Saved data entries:
***
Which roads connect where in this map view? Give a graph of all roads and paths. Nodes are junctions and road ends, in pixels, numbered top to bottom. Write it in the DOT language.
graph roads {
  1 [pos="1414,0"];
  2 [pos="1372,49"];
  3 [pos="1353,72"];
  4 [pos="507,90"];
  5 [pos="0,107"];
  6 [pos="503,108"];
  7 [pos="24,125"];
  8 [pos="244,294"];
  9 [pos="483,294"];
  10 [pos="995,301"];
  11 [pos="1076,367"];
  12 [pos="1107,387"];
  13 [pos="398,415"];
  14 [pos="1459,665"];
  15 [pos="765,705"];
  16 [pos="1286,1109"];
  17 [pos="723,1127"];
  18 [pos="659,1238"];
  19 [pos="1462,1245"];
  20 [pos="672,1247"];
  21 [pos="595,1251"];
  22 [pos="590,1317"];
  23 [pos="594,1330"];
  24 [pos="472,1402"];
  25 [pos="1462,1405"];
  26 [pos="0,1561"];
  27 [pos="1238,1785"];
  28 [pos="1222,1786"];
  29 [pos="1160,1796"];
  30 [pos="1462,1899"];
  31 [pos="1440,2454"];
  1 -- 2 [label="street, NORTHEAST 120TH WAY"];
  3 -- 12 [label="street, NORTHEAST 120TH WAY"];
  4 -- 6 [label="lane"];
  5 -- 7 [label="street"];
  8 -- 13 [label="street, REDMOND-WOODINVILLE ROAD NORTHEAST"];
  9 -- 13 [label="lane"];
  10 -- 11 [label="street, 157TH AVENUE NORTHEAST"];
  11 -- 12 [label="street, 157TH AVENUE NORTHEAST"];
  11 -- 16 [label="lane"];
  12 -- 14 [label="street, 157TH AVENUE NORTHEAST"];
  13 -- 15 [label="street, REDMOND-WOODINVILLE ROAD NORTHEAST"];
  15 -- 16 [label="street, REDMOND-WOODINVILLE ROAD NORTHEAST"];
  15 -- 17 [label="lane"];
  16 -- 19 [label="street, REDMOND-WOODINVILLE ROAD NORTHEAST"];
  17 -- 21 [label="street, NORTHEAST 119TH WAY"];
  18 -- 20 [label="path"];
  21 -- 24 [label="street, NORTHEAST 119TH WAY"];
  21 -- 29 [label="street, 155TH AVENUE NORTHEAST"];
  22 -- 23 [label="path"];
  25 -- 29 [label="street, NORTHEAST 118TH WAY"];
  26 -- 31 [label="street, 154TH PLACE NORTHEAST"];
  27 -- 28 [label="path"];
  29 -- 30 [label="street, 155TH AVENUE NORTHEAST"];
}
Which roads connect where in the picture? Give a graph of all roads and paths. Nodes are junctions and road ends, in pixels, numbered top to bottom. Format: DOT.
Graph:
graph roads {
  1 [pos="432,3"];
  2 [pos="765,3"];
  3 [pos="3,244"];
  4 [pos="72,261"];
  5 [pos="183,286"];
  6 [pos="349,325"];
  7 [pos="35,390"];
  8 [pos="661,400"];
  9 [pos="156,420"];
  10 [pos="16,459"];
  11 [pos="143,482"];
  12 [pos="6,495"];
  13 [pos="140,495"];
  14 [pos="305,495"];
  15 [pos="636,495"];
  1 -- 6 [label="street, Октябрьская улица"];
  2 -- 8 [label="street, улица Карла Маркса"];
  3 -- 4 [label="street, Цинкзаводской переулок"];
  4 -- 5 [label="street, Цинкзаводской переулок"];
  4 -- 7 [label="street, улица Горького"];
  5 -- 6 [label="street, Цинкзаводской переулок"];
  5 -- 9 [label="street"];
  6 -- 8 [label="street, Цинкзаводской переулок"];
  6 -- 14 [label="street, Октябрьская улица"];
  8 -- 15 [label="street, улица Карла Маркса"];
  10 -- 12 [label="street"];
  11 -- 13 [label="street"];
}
***
Whenever the string "Октябрьская" turns up in a line above, copy that line out.

  1 -- 6 [label="street, Октябрьская улица"];
  6 -- 14 [label="street, Октябрьская улица"];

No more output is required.